Here’s an idea: Let’s improve school lunches
HAVANA – Lunch will be lunch until proven otherwise. Everyone desires to eat it on time, and nice and warm. But to dream, no matter what you call it, is costly, and sometimes dreaming can cost way too much.
The lunch I speak of came to mind when I heard Cuba’s Minister of Education say that starting September 2 more than 1.7 million students would be attending classes this year. I thought of those students’ lunches and how much it would cost to feed them.
The minister’s figure covers primary, secondary and almost everything that follows and up to the university level, but as a rule, only students up to 6th Grade receive school lunches. A few years back that number was about 800,000 students, according to the Office of National Statistics. The number is probably higher now, but I’ll use it to speculate.
Truth is that only those who are semi-interned receive lunch every school day, so for this kind of quick study, let us reduce that number to 500,000 children, which rounds it nicely and allows for easier calculations.
So, basing it on a very low estimate… let’s say lunch costs one Cuban peso per student, which represents 500,000 Cuban pesos a day.
And what are we feeding our kids? I asked my son, my daughter and one of their friends who explained that they eat rice every day; there’s always some kind of stew with some sort of bean or split pea, and occasionally a piece of ham or some ground beef, but rarely do they get a potato or root vegetable, and once in a blue moon they might see a vegetable or fruit.
But my son complains that he doesn’t like the lunch they are served, so does my daughter and their friend, and most everyone else, for that matter. I am not surprised: schools cook everything with salt; there’s not a green pepper, or an onion, not even a garlic clove to throw in the casserole. Not a thing to give the meal some flavor.
Sure there will always be the one student who eats everything on his tray and then requests seconds, but most others, as soon as they can, throw out their lunch. Let us not generalize, and say that only half throw their lunch away.
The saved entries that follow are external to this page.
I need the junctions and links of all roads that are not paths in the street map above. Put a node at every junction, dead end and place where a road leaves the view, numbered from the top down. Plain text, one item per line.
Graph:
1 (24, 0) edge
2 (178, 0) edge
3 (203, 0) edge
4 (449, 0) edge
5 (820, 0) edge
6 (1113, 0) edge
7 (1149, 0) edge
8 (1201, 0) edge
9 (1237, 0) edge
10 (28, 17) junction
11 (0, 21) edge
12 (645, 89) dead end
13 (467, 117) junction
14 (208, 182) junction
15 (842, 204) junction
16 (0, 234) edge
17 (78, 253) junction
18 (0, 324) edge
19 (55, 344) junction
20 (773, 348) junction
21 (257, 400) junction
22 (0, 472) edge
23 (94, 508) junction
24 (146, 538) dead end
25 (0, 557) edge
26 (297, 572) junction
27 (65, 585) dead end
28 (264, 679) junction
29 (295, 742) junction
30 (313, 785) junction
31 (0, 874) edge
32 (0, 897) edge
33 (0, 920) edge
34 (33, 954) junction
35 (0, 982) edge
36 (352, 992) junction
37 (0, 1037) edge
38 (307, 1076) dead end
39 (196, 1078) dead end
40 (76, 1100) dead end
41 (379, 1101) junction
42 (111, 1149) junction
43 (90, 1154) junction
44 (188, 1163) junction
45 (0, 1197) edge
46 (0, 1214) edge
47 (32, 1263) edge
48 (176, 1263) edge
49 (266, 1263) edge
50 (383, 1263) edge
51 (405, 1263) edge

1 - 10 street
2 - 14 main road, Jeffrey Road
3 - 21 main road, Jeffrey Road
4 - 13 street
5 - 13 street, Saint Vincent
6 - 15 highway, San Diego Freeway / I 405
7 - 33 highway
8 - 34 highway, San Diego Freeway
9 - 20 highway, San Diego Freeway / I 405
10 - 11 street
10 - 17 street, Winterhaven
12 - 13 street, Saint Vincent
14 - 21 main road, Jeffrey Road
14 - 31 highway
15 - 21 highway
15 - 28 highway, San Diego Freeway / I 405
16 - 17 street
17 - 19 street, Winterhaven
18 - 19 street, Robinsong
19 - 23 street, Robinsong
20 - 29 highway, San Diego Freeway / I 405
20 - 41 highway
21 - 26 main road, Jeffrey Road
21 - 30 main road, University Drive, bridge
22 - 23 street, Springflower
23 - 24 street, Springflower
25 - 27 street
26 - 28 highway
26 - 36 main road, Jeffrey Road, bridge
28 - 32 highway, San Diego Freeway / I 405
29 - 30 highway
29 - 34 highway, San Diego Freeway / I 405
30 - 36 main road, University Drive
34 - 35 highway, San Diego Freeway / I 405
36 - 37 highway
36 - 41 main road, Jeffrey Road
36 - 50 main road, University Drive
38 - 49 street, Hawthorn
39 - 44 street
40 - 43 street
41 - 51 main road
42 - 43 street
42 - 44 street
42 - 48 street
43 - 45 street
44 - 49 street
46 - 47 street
That is 250,000 lunches tossed, or 250,000 pesos that are thrown out daily.
If we estimate about 20 class days monthly, this comes to 5 million pesos a month. Multiply that by 10 months and we are talking about 50 million pesos discarded in the trash, which translates to about $2 million a year. In pesos or dollars, it’s wasteful, and scary.
Shouldn’t we consider a solution to this problem? And I am not suggesting suspension of lunches, but quite the opposite… what about improving them. How about investing a bit more on school lunches instead of throwing money away on a daily basis?
Yes, it would be more costly, but we would be wasting less; and on top of that, our children would be better fed. The other option is to keep doing what we are doing. In other words, close our eyes to the piles of money being wasted yearly on school lunches, whatever that real dollar figure might be, where tons of rice and beans end up in the trash bin.